Yes, it's surprising that AMD's note only lists EPYC generations, not Ryzens.

Performance regressions incoming.

I doubt that this would cause a performance regression as the fix won't disable or slow down a critical part of the processor's microarchitecture.

 

[ncrs]

Yes, it's surprising that AMD's note only lists EPYC generations, not Ryzens.

I have a suspicion as to why. This particular security bulletin is about SEV (Secured Encrypted Virtualization) which is an enterprise feature absent from Ryzens and even AM5 EPYC 4004.
The microcode runtime update vulnerability is probably also present in Ryzens, is definitely present in Ryzens since Google's PoC worked on a laptop chip, but not disclosed by AMD yet. I guess it will be added to AGESA at a later date.

 

[Count von Schwalbe]

At it again, sacrificing safety for cheating on performance metrics.

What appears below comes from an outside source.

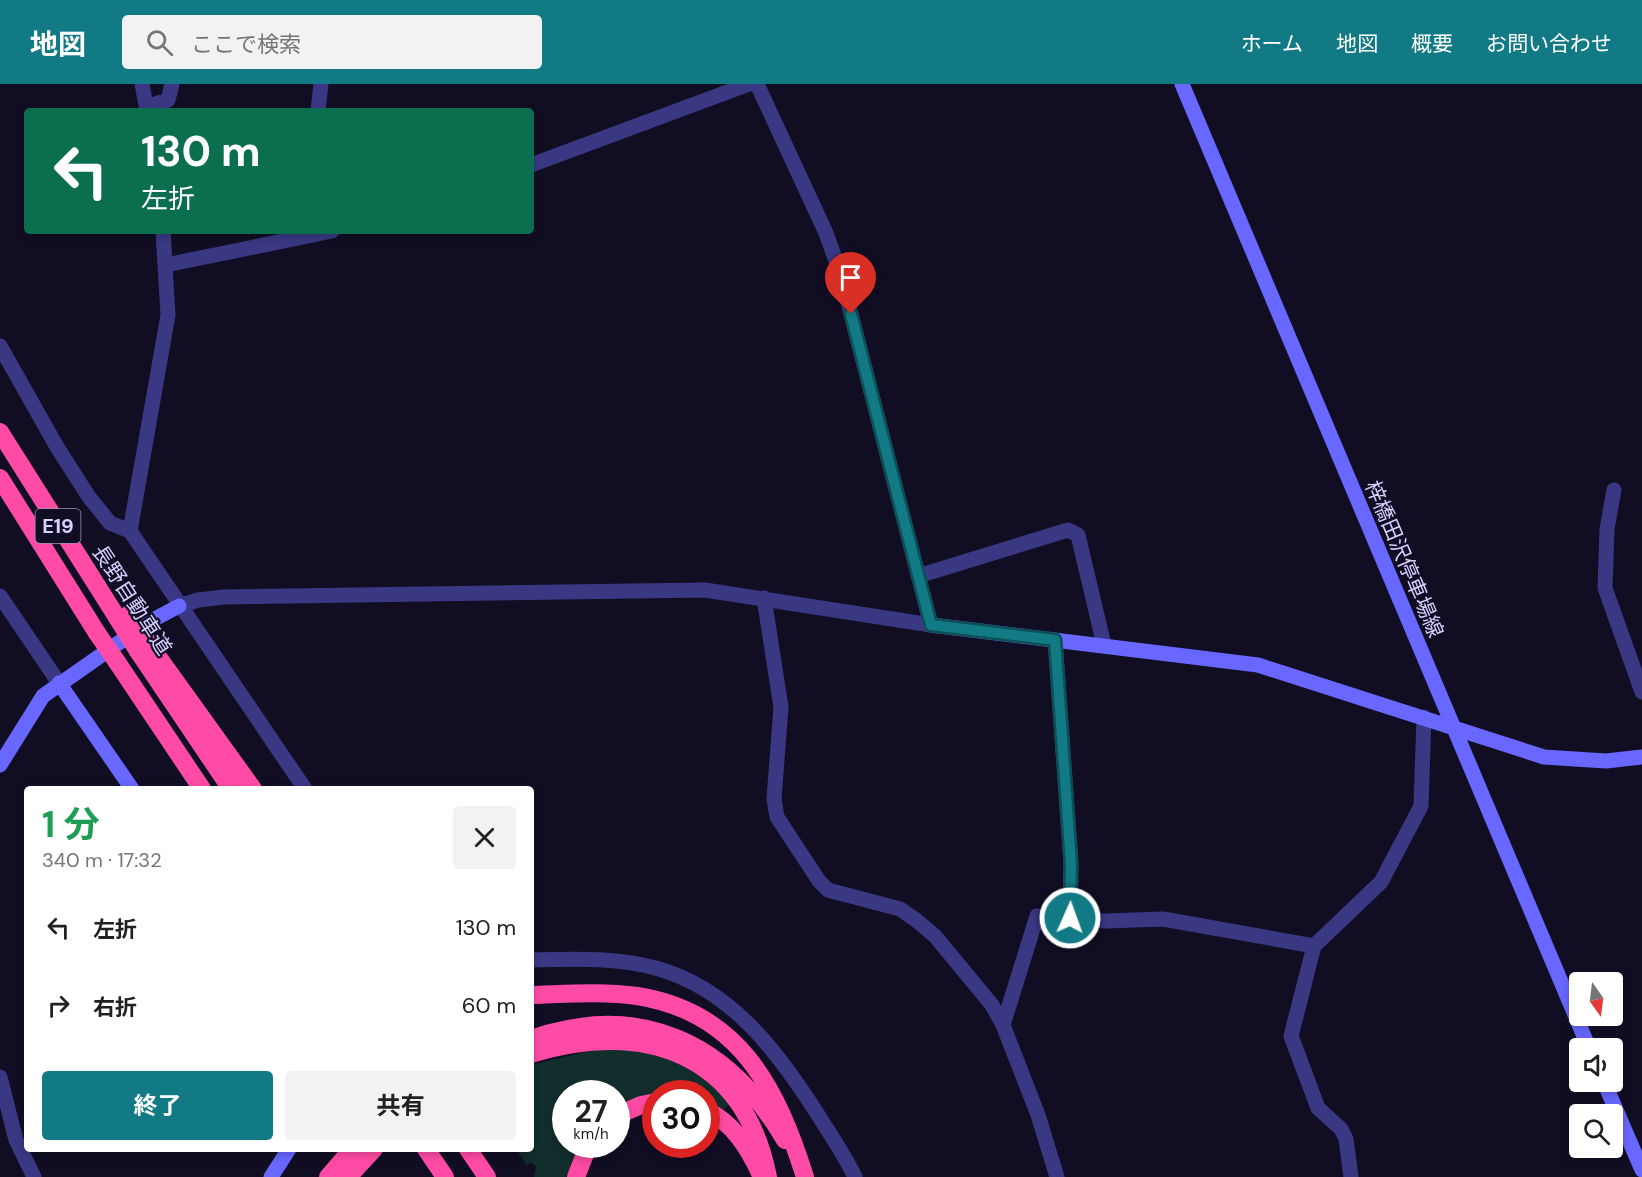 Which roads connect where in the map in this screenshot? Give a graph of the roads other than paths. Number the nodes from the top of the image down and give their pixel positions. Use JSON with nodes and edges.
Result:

Performance regressions incoming.

This doesn't seem to be related to any part of the actual data processing, unlike speculative execution side-channel attacks. Just another security hole in update process code. I can't see how it would affect performance in any way to straight up delete that functionality, let alone patch it.

 

[_roman_]

As always with these vulnerabilities, they sound scarier than they are and completely irrelevant for home users.

I agree on this CVE. Generic I disagree.

If understood correctly what I saw hours ago it is about epyc processors - or milan whatever they call these server cpus.

I wondered if my Ryzen is affected or not.

But something has to be executed locally on your PC... something you downloaded or obtained from other sources, something with a microcode update in it. Right?

I'm very happy that certain package manager use now keys to verify downloads and checksums to verify downloads. A big improvement for a few years. Windows can not do that afaik. You download something and hope that computerbase.de/download has a clean download for software vlc, microsoft windows, intel driver, and so on. Let's trust the windows software download server and companies

This is a generic statement that I have to download every single windows 11 pro 24h2 software by hand, store it and execute the installer by hand.

powershell scripts which install modules which only nerds know about like winget do not count for the usual consumer.

browser exploits

i doubt those websites like pcgameshardware.de to name someone who is not here - check every single advertisement file by a human person.
I'm not implying using an adblocker may be a security enhancement feature.